BEGIN

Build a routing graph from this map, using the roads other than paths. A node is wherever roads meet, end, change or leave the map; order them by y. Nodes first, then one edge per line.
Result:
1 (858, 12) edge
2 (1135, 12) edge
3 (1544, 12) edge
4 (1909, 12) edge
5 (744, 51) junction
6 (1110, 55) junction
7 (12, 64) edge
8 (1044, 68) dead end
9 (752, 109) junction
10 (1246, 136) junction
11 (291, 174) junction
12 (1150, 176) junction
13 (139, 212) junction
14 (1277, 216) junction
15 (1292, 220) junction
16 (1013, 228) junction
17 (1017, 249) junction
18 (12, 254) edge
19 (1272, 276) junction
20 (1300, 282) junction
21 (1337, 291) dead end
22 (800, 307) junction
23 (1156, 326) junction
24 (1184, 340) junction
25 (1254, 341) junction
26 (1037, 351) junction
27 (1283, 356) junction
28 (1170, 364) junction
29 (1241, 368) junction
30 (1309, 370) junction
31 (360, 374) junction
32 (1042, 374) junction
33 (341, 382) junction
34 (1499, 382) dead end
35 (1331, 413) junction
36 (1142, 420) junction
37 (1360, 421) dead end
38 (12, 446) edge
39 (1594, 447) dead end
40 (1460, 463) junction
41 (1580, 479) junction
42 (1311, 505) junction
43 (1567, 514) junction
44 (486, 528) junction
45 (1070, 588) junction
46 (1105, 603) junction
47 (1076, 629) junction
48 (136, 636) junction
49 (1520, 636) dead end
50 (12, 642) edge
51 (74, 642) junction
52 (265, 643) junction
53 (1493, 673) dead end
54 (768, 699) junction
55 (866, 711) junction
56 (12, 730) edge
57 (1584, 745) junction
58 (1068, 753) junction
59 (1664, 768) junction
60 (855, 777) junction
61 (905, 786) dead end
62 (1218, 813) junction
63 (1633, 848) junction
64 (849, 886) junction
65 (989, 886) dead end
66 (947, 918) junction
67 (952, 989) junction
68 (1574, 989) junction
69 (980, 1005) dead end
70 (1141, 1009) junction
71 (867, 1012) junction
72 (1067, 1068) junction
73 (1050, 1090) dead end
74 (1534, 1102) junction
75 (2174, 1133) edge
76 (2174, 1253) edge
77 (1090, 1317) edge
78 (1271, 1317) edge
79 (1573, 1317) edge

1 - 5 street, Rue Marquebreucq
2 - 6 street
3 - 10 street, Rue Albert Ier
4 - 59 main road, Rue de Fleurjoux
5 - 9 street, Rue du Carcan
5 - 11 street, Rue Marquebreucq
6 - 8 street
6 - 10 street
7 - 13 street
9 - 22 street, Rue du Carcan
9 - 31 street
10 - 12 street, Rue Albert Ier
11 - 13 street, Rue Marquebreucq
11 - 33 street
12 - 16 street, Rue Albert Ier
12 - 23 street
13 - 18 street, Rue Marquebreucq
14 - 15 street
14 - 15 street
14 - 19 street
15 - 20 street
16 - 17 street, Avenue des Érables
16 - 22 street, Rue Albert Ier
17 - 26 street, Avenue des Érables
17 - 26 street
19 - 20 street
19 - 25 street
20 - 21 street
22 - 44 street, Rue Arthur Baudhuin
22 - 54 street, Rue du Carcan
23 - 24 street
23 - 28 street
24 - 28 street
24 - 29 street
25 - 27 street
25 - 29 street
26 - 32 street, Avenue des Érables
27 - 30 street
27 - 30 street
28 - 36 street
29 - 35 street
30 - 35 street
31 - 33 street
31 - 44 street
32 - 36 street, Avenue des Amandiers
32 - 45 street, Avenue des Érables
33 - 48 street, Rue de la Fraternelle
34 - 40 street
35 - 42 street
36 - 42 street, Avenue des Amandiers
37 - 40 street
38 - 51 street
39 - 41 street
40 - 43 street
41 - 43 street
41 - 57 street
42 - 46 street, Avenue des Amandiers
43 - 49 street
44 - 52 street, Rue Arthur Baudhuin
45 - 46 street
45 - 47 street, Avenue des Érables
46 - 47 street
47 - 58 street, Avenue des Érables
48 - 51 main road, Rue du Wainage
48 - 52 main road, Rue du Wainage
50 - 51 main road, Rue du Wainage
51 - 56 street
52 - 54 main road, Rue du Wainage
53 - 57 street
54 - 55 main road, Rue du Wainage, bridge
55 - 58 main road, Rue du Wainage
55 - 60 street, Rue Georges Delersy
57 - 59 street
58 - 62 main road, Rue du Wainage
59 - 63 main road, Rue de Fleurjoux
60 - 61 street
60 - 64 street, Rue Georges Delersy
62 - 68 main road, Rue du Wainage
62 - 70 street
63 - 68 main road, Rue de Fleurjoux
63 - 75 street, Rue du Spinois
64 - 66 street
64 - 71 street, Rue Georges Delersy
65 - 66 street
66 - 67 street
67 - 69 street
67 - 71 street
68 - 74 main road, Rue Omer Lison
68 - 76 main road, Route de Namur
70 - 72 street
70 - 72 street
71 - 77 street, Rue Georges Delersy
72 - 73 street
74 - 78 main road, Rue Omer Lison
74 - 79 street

END

Retype the data in full, and keep every line identical to the original.

» Response for this exercise
Build a routing graph from this map, using the roads other than paths. A node is wherever roads meet, end, change or leave the map; order them by y. Nodes first, then one edge per line.
Result:
1 (858, 12) edge
2 (1135, 12) edge
3 (1544, 12) edge
4 (1909, 12) edge
5 (744, 51) junction
6 (1110, 55) junction
7 (12, 64) edge
8 (1044, 68) dead end
9 (752, 109) junction
10 (1246, 136) junction
11 (291, 174) junction
12 (1150, 176) junction
13 (139, 212) junction
14 (1277, 216) junction
15 (1292, 220) junction
16 (1013, 228) junction
17 (1017, 249) junction
18 (12, 254) edge
19 (1272, 276) junction
20 (1300, 282) junction
21 (1337, 291) dead end
22 (800, 307) junction
23 (1156, 326) junction
24 (1184, 340) junction
25 (1254, 341) junction
26 (1037, 351) junction
27 (1283, 356) junction
28 (1170, 364) junction
29 (1241, 368) junction
30 (1309, 370) junction
31 (360, 374) junction
32 (1042, 374) junction
33 (341, 382) junction
34 (1499, 382) dead end
35 (1331, 413) junction
36 (1142, 420) junction
37 (1360, 421) dead end
38 (12, 446) edge
39 (1594, 447) dead end
40 (1460, 463) junction
41 (1580, 479) junction
42 (1311, 505) junction
43 (1567, 514) junction
44 (486, 528) junction
45 (1070, 588) junction
46 (1105, 603) junction
47 (1076, 629) junction
48 (136, 636) junction
49 (1520, 636) dead end
50 (12, 642) edge
51 (74, 642) junction
52 (265, 643) junction
53 (1493, 673) dead end
54 (768, 699) junction
55 (866, 711) junction
56 (12, 730) edge
57 (1584, 745) junction
58 (1068, 753) junction
59 (1664, 768) junction
60 (855, 777) junction
61 (905, 786) dead end
62 (1218, 813) junction
63 (1633, 848) junction
64 (849, 886) junction
65 (989, 886) dead end
66 (947, 918) junction
67 (952, 989) junction
68 (1574, 989) junction
69 (980, 1005) dead end
70 (1141, 1009) junction
71 (867, 1012) junction
72 (1067, 1068) junction
73 (1050, 1090) dead end
74 (1534, 1102) junction
75 (2174, 1133) edge
76 (2174, 1253) edge
77 (1090, 1317) edge
78 (1271, 1317) edge
79 (1573, 1317) edge

1 - 5 street, Rue Marquebreucq
2 - 6 street
3 - 10 street, Rue Albert Ier
4 - 59 main road, Rue de Fleurjoux
5 - 9 street, Rue du Carcan
5 - 11 street, Rue Marquebreucq
6 - 8 street
6 - 10 street
7 - 13 street
9 - 22 street, Rue du Carcan
9 - 31 street
10 - 12 street, Rue Albert Ier
11 - 13 street, Rue Marquebreucq
11 - 33 street
12 - 16 street, Rue Albert Ier
12 - 23 street
13 - 18 street, Rue Marquebreucq
14 - 15 street
14 - 15 street
14 - 19 street
15 - 20 street
16 - 17 street, Avenue des Érables
16 - 22 street, Rue Albert Ier
17 - 26 street, Avenue des Érables
17 - 26 street
19 - 20 street
19 - 25 street
20 - 21 street
22 - 44 street, Rue Arthur Baudhuin
22 - 54 street, Rue du Carcan
23 - 24 street
23 - 28 street
24 - 28 street
24 - 29 street
25 - 27 street
25 - 29 street
26 - 32 street, Avenue des Érables
27 - 30 street
27 - 30 street
28 - 36 street
29 - 35 street
30 - 35 street
31 - 33 street
31 - 44 street
32 - 36 street, Avenue des Amandiers
32 - 45 street, Avenue des Érables
33 - 48 street, Rue de la Fraternelle
34 - 40 street
35 - 42 street
36 - 42 street, Avenue des Amandiers
37 - 40 street
38 - 51 street
39 - 41 street
40 - 43 street
41 - 43 street
41 - 57 street
42 - 46 street, Avenue des Amandiers
43 - 49 street
44 - 52 street, Rue Arthur Baudhuin
45 - 46 street
45 - 47 street, Avenue des Érables
46 - 47 street
47 - 58 street, Avenue des Érables
48 - 51 main road, Rue du Wainage
48 - 52 main road, Rue du Wainage
50 - 51 main road, Rue du Wainage
51 - 56 street
52 - 54 main road, Rue du Wainage
53 - 57 street
54 - 55 main road, Rue du Wainage, bridge
55 - 58 main road, Rue du Wainage
55 - 60 street, Rue Georges Delersy
57 - 59 street
58 - 62 main road, Rue du Wainage
59 - 63 main road, Rue de Fleurjoux
60 - 61 street
60 - 64 street, Rue Georges Delersy
62 - 68 main road, Rue du Wainage
62 - 70 street
63 - 68 main road, Rue de Fleurjoux
63 - 75 street, Rue du Spinois
64 - 66 street
64 - 71 street, Rue Georges Delersy
65 - 66 street
66 - 67 street
67 - 69 street
67 - 71 street
68 - 74 main road, Rue Omer Lison
68 - 76 main road, Route de Namur
70 - 72 street
70 - 72 street
71 - 77 street, Rue Georges Delersy
72 - 73 street
74 - 78 main road, Rue Omer Lison
74 - 79 street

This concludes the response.